__Brief__: Your task is to give the entries back exactly, leaving nothing out.

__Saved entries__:
..............................

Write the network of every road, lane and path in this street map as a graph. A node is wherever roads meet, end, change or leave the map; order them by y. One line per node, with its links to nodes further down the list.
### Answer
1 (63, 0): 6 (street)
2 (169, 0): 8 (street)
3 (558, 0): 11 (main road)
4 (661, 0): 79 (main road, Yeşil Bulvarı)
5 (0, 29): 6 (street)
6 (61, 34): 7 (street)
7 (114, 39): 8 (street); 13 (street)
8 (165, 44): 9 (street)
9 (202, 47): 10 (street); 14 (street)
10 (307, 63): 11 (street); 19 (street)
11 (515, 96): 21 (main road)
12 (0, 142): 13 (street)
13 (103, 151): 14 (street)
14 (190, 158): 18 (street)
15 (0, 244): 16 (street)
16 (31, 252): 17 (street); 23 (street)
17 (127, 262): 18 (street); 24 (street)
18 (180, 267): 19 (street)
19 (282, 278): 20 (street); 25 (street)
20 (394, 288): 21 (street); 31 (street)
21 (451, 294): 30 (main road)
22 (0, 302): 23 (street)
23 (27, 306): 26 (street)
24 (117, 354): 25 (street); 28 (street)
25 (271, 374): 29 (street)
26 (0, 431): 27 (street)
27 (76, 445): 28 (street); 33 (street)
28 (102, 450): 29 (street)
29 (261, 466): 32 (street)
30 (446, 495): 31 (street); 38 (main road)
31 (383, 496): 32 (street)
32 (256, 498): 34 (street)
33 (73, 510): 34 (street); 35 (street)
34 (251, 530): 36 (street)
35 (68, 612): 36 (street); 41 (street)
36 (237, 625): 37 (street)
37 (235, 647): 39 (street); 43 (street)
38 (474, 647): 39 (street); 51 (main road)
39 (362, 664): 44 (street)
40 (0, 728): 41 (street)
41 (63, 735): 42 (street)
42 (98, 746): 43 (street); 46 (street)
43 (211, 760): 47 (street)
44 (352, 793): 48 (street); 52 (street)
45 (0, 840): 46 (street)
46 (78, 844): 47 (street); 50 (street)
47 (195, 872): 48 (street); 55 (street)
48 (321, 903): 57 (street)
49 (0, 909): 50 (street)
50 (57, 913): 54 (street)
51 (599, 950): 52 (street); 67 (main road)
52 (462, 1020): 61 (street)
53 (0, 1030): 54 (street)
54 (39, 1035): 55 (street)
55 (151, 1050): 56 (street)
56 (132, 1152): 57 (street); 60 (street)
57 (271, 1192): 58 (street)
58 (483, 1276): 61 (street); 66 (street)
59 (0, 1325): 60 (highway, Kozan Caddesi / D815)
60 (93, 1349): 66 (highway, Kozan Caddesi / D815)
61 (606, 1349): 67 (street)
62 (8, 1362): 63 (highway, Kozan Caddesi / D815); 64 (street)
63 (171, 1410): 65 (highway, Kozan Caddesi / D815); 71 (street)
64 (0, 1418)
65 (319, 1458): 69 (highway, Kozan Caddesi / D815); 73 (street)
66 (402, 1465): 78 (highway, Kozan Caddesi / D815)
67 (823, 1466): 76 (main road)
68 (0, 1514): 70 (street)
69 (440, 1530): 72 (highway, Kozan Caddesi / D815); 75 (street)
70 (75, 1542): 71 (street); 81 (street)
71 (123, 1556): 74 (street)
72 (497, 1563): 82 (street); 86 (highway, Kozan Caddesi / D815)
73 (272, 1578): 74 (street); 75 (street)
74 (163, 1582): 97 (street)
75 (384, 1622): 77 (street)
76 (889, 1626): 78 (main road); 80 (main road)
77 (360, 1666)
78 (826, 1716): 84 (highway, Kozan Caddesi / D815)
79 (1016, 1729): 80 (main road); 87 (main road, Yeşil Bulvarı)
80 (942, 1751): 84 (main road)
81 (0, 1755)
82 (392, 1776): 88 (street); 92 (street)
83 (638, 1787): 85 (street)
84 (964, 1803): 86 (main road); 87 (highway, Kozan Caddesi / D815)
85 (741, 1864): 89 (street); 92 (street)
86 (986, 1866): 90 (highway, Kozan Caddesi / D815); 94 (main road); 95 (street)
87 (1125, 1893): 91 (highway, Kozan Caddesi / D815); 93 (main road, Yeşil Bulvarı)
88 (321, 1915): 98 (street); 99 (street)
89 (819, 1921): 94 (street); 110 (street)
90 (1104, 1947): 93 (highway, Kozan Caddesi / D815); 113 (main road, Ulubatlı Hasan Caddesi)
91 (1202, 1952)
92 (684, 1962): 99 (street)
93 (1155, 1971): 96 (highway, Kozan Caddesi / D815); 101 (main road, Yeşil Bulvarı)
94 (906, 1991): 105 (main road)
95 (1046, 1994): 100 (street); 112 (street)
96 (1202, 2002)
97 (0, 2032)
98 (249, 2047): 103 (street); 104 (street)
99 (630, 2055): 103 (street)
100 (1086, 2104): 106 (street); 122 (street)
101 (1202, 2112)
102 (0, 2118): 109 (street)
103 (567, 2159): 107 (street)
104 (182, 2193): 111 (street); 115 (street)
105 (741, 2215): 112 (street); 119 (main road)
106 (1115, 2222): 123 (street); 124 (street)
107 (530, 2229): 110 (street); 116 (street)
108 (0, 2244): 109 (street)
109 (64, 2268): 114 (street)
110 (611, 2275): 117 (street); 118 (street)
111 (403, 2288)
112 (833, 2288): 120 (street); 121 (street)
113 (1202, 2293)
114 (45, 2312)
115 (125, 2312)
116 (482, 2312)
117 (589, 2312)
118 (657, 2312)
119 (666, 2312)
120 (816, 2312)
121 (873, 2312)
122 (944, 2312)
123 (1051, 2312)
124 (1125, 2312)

..............................

__Exercise response__:
Write the network of every road, lane and path in this street map as a graph. A node is wherever roads meet, end, change or leave the map; order them by y. One line per node, with its links to nodes further down the list.
### Answer
1 (63, 0): 6 (street)
2 (169, 0): 8 (street)
3 (558, 0): 11 (main road)
4 (661, 0): 79 (main road, Yeşil Bulvarı)
5 (0, 29): 6 (street)
6 (61, 34): 7 (street)
7 (114, 39): 8 (street); 13 (street)
8 (165, 44): 9 (street)
9 (202, 47): 10 (street); 14 (street)
10 (307, 63): 11 (street); 19 (street)
11 (515, 96): 21 (main road)
12 (0, 142): 13 (street)
13 (103, 151): 14 (street)
14 (190, 158): 18 (street)
15 (0, 244): 16 (street)
16 (31, 252): 17 (street); 23 (street)
17 (127, 262): 18 (street); 24 (street)
18 (180, 267): 19 (street)
19 (282, 278): 20 (street); 25 (street)
20 (394, 288): 21 (street); 31 (street)
21 (451, 294): 30 (main road)
22 (0, 302): 23 (street)
23 (27, 306): 26 (street)
24 (117, 354): 25 (street); 28 (street)
25 (271, 374): 29 (street)
26 (0, 431): 27 (street)
27 (76, 445): 28 (street); 33 (street)
28 (102, 450): 29 (street)
29 (261, 466): 32 (street)
30 (446, 495): 31 (street); 38 (main road)
31 (383, 496): 32 (street)
32 (256, 498): 34 (street)
33 (73, 510): 34 (street); 35 (street)
34 (251, 530): 36 (street)
35 (68, 612): 36 (street); 41 (street)
36 (237, 625): 37 (street)
37 (235, 647): 39 (street); 43 (street)
38 (474, 647): 39 (street); 51 (main road)
39 (362, 664): 44 (street)
40 (0, 728): 41 (street)
41 (63, 735): 42 (street)
42 (98, 746): 43 (street); 46 (street)
43 (211, 760): 47 (street)
44 (352, 793): 48 (street); 52 (street)
45 (0, 840): 46 (street)
46 (78, 844): 47 (street); 50 (street)
47 (195, 872): 48 (street); 55 (street)
48 (321, 903): 57 (street)
49 (0, 909): 50 (street)
50 (57, 913): 54 (street)
51 (599, 950): 52 (street); 67 (main road)
52 (462, 1020): 61 (street)
53 (0, 1030): 54 (street)
54 (39, 1035): 55 (street)
55 (151, 1050): 56 (street)
56 (132, 1152): 57 (street); 60 (street)
57 (271, 1192): 58 (street)
58 (483, 1276): 61 (street); 66 (street)
59 (0, 1325): 60 (highway, Kozan Caddesi / D815)
60 (93, 1349): 66 (highway, Kozan Caddesi / D815)
61 (606, 1349): 67 (street)
62 (8, 1362): 63 (highway, Kozan Caddesi / D815); 64 (street)
63 (171, 1410): 65 (highway, Kozan Caddesi / D815); 71 (street)
64 (0, 1418)
65 (319, 1458): 69 (highway, Kozan Caddesi / D815); 73 (street)
66 (402, 1465): 78 (highway, Kozan Caddesi / D815)
67 (823, 1466): 76 (main road)
68 (0, 1514): 70 (street)
69 (440, 1530): 72 (highway, Kozan Caddesi / D815); 75 (street)
70 (75, 1542): 71 (street); 81 (street)
71 (123, 1556): 74 (street)
72 (497, 1563): 82 (street); 86 (highway, Kozan Caddesi / D815)
73 (272, 1578): 74 (street); 75 (street)
74 (163, 1582): 97 (street)
75 (384, 1622): 77 (street)
76 (889, 1626): 78 (main road); 80 (main road)
77 (360, 1666)
78 (826, 1716): 84 (highway, Kozan Caddesi / D815)
79 (1016, 1729): 80 (main road); 87 (main road, Yeşil Bulvarı)
80 (942, 1751): 84 (main road)
81 (0, 1755)
82 (392, 1776): 88 (street); 92 (street)
83 (638, 1787): 85 (street)
84 (964, 1803): 86 (main road); 87 (highway, Kozan Caddesi / D815)
85 (741, 1864): 89 (street); 92 (street)
86 (986, 1866): 90 (highway, Kozan Caddesi / D815); 94 (main road); 95 (street)
87 (1125, 1893): 91 (highway, Kozan Caddesi / D815); 93 (main road, Yeşil Bulvarı)
88 (321, 1915): 98 (street); 99 (street)
89 (819, 1921): 94 (street); 110 (street)
90 (1104, 1947): 93 (highway, Kozan Caddesi / D815); 113 (main road, Ulubatlı Hasan Caddesi)
91 (1202, 1952)
92 (684, 1962): 99 (street)
93 (1155, 1971): 96 (highway, Kozan Caddesi / D815); 101 (main road, Yeşil Bulvarı)
94 (906, 1991): 105 (main road)
95 (1046, 1994): 100 (street); 112 (street)
96 (1202, 2002)
97 (0, 2032)
98 (249, 2047): 103 (street); 104 (street)
99 (630, 2055): 103 (street)
100 (1086, 2104): 106 (street); 122 (street)
101 (1202, 2112)
102 (0, 2118): 109 (street)
103 (567, 2159): 107 (street)
104 (182, 2193): 111 (street); 115 (street)
105 (741, 2215): 112 (street); 119 (main road)
106 (1115, 2222): 123 (street); 124 (street)
107 (530, 2229): 110 (street); 116 (street)
108 (0, 2244): 109 (street)
109 (64, 2268): 114 (street)
110 (611, 2275): 117 (street); 118 (street)
111 (403, 2288)
112 (833, 2288): 120 (street); 121 (street)
113 (1202, 2293)
114 (45, 2312)
115 (125, 2312)
116 (482, 2312)
117 (589, 2312)
118 (657, 2312)
119 (666, 2312)
120 (816, 2312)
121 (873, 2312)
122 (944, 2312)
123 (1051, 2312)
124 (1125, 2312)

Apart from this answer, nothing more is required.